Characterization of strontium iodide scintillators with silicon photomultipliers

This work characterizes a commercially available europium-doped strontium iodide detector recently developed by Radiation Monitoring Devices (RMD). The detector has been chosen for a space-based mission scheduled to launch in early 2017. The primary goal of this work was to characterize the detector׳s response over the expected operational range of −10 °C to 30 °C as well as the expected operational voltage range of +26.5-+28.5 V and identify background interferences that may develop due to neutron activation produced by cosmic-ray interactions.

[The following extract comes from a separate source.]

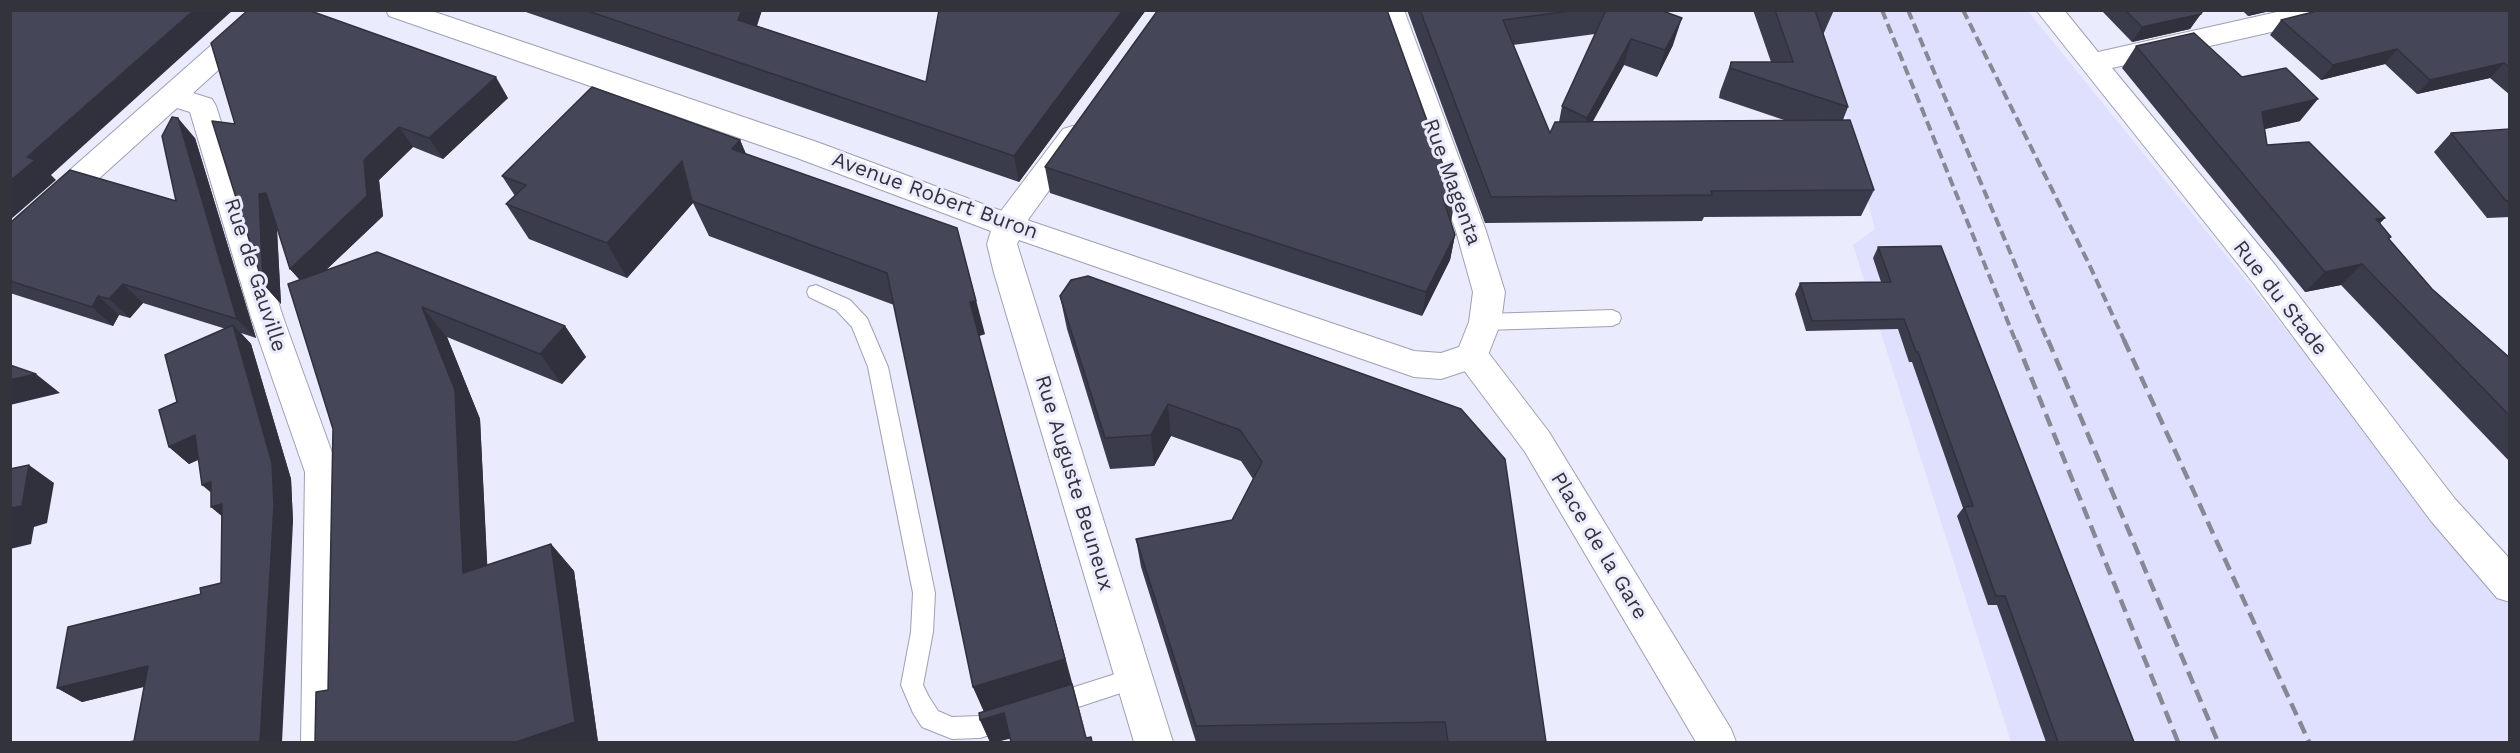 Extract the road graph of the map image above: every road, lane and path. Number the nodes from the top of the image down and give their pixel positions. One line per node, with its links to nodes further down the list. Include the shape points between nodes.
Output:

The 8 mm×8 mm×20 mm detectors use KETEK silicon photomultipliers (SiPM), with an active area of 6 mmx6 mm (KETEK PM6660). Our results show substantial integral nonlinearity due to the SiPM ranging from 0% to 25% at room temperature over the energy range of 80-2614 keV. The nonlinearity, a function of temperature and overvoltage, leads to an underestimate of the full width at half max (FWHM), which is 2.6% uncorrected at 662 keV and 3.8% corrected at 662 keV. The temperature dependence of the detector results in a noise threshold that increases substantially above 30 °C due to the SiPM dark rate. In an effort to simulate the harsh environment of space, neutron activation of the detector was also explored. Gamma-ray lines at 127 keV and 164 keV were observed in the detector along with Kα x-rays associated with europium. Beta decay from europium- and iodine-activation products were also observed within the detector.